Re: Queries to custom serde return 'NULL' until hiveserver2 restart

2018-09-11 Thread Jason Gerlowski
Hi all,

Thanks for the suggestion Gopal.  It turns out the error occurs on
both "SELECT *" and "SELECT col" queries.  The only sort of query that
seems safe are those with aggregations or other things that cause them
to be run as mr tasks (e.g. "SELECT SUM(price_f) FROM
my_external_table").  Logging out the column names as you suggested
doesn't turn up anything unexpected either.

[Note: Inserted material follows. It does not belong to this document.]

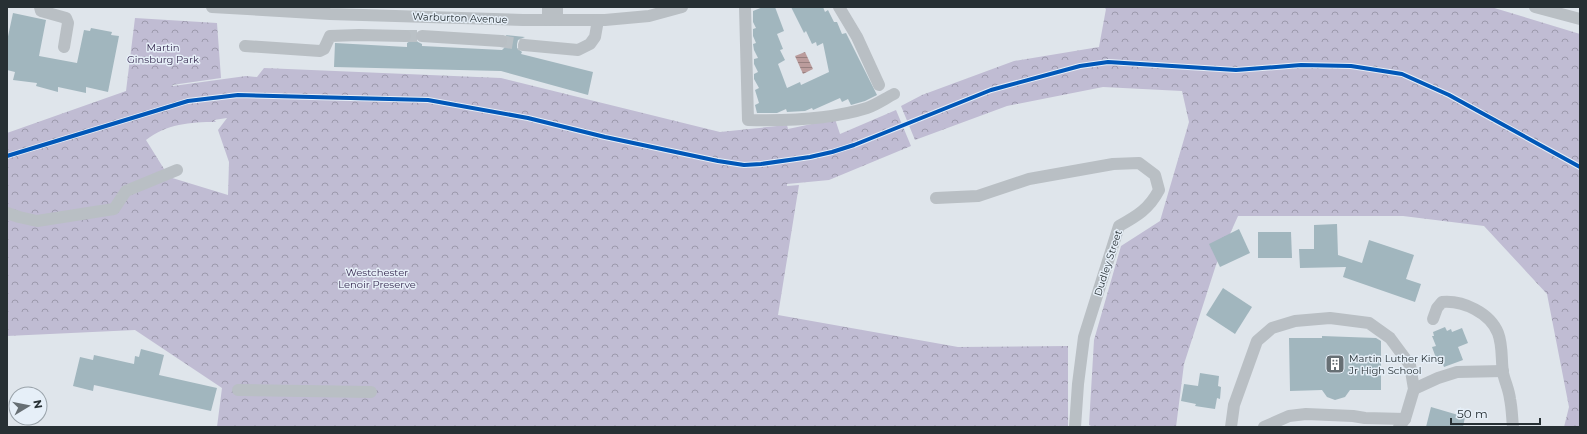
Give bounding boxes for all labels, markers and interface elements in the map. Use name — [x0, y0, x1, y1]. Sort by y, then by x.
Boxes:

I've tracked the unexpected 'NULL' values down to an early exit from
my SerDe's deserialize() method.  The first thing deserialize() does
is make sure that the received Writable can be cast to the particular
type it expects (LWDocumentWritable).  In my case, this instanceof
check is failing.  The method returns 'null', which gets displayed as
NULL in HiveCLI. (code pointer here:
https://github.com/lucidworks/hive-solr/blob/master/solr-hive-core/src/main/java/com/lucidworks/hadoop/hive/LWSerDe.java#L55)

Curious about what other Writable I could've been receiving, I logged
out the class details.  The name of the class matches the class I'm
expected (and checking for with 'instanceof').  Some more logging
showed that the class definitions were identical, but that the classes
came from different UDFClassLoader's, and were thus being treated as
different classes!  I thought (partially from the UDFClassLoader
itself), that each Hive session had access to one (and only one)
UDFClassLoader.  But whatever passes the Writable to my Serde's
deserialize() passes a class object loaded by a distinct
UDFClassLoader, which my SerDe then can't recognize.

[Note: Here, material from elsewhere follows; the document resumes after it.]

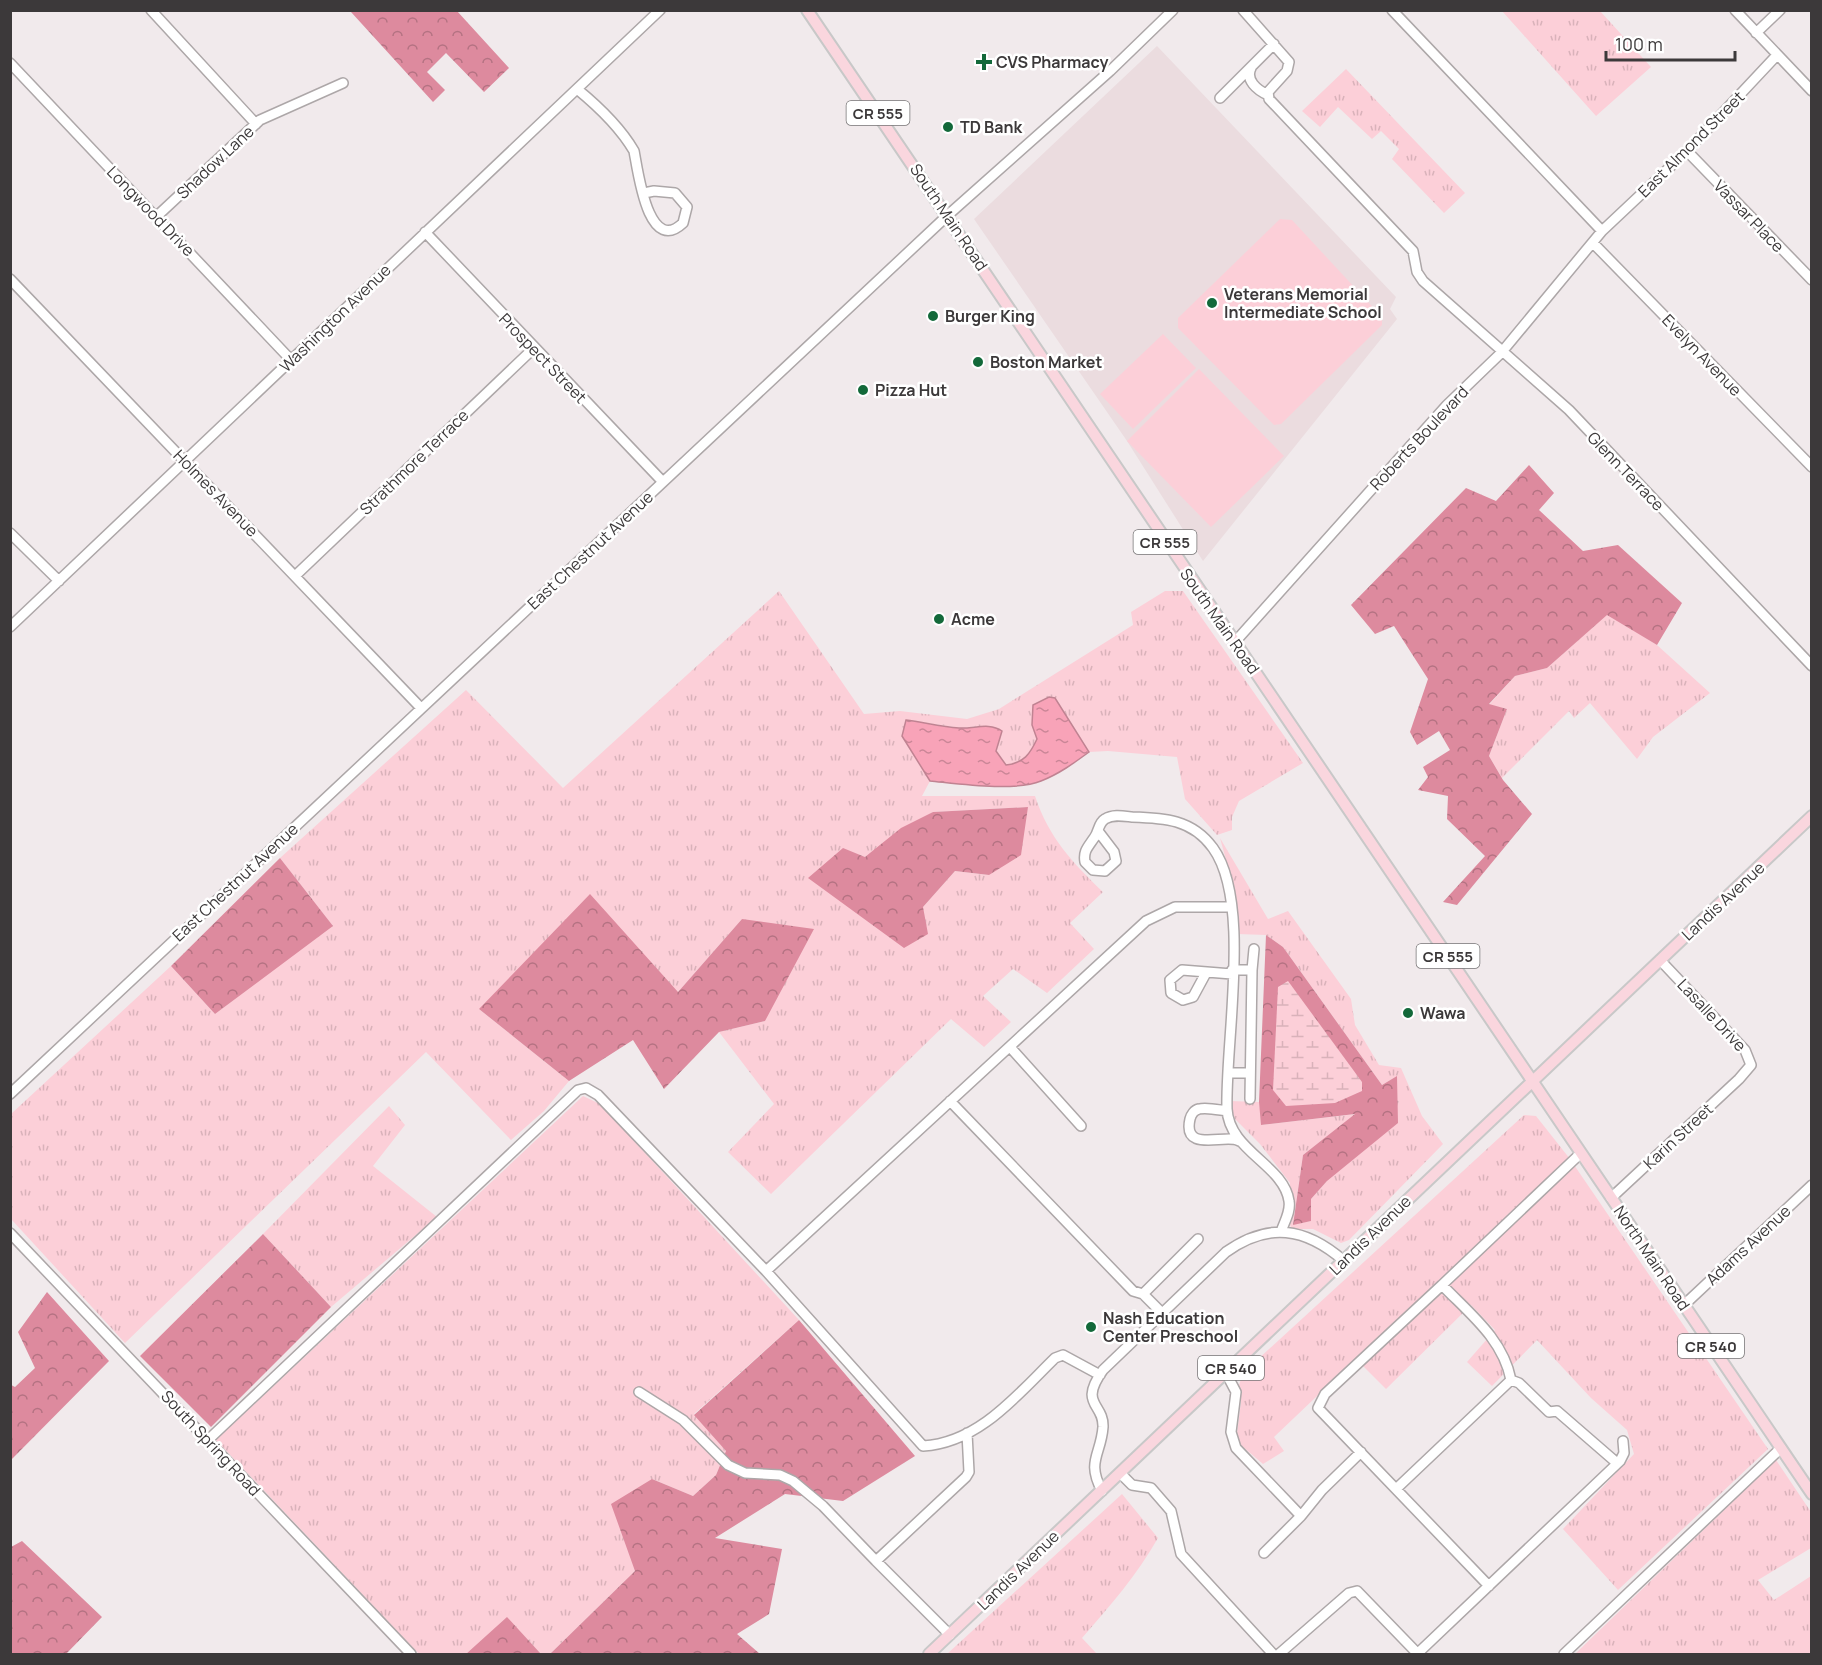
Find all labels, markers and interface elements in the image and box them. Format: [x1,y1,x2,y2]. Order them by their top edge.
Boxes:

(I drew this conclusion from some logging shared here:
https://pastebin.com/TwV0HPBA)

Is it a bug that my SerDe receives input from a different class
loader? Or am I misunderstanding the lifecycle/purpose of
UDFClassLoader instances?  Is there a more robust way to cast Writable
instances in a custom SerDe implementation?  Thanks in advance for any
clarification you can give.

Best,

Jason
On Mon, Sep 10, 2018 at 10:37 PM Gopal Vijayaraghavan  wrote:
>
> >query the external table using HiveCLI (e.g. SELECT * FROM
> >my_external_table), HiveCLI prints out a table with the correct
>
> If the error is always on a "select *", then the issue might be the SerDe's 
> handling of included columns.
>
> Check what you get for
>
> colNames = 
> Arrays.asList(tblProperties.getProperty(serdeConstants.LIST_COLUMNS).split(","));
>
> Or to confirm it, try doing "Select col from table" instead of "*".
>
> Cheers,
> Gopal
>
>


Re: Queries to custom serde return 'NULL' until hiveserver2 restart

2018-09-10 Thread Gopal Vijayaraghavan
>query the external table using HiveCLI (e.g. SELECT * FROM
>my_external_table), HiveCLI prints out a table with the correct

If the error is always on a "select *", then the issue might be the SerDe's 
handling of included columns.

Check what you get for  

colNames = 
Arrays.asList(tblProperties.getProperty(serdeConstants.LIST_COLUMNS).split(","));

Or to confirm it, try doing "Select col from table" instead of "*".

Cheers,
Gopal